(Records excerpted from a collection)

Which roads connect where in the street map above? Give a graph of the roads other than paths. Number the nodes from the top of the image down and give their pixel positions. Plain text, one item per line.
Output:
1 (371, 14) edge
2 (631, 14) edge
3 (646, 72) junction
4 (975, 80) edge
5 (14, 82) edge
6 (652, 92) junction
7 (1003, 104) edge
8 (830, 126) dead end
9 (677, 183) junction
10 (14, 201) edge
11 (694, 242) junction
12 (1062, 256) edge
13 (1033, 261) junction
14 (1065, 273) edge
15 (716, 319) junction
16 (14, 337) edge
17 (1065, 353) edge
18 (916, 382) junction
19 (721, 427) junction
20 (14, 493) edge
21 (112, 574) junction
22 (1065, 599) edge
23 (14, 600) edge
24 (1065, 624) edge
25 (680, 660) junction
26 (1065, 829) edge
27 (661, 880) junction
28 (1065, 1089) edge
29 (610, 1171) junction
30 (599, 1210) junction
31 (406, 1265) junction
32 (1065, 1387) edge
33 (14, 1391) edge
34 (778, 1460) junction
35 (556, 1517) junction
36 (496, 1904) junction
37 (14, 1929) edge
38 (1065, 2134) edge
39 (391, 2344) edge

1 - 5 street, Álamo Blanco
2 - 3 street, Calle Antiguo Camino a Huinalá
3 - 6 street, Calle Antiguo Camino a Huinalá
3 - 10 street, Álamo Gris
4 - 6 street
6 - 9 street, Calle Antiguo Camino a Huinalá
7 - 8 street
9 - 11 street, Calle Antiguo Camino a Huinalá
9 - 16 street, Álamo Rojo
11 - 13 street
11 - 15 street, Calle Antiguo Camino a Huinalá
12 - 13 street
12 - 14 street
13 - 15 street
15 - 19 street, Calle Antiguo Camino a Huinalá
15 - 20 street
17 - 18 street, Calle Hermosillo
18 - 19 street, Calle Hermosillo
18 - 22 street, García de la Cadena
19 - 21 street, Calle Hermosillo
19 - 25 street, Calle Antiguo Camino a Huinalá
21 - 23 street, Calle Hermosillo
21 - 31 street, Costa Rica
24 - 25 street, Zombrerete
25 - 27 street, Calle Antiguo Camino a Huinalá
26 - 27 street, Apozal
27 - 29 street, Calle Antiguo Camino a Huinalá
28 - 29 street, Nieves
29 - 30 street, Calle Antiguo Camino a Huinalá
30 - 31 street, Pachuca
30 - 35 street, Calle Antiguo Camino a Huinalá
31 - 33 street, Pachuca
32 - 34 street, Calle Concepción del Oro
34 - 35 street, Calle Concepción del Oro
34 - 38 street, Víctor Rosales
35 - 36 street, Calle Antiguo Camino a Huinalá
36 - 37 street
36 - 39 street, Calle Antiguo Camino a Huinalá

What is being asked ▸ Lines holding the word "Hermosillo" are the answer; copy each one from the records above.

Completed task ▸
17 - 18 street, Calle Hermosillo
18 - 19 street, Calle Hermosillo
19 - 21 street, Calle Hermosillo
21 - 23 street, Calle Hermosillo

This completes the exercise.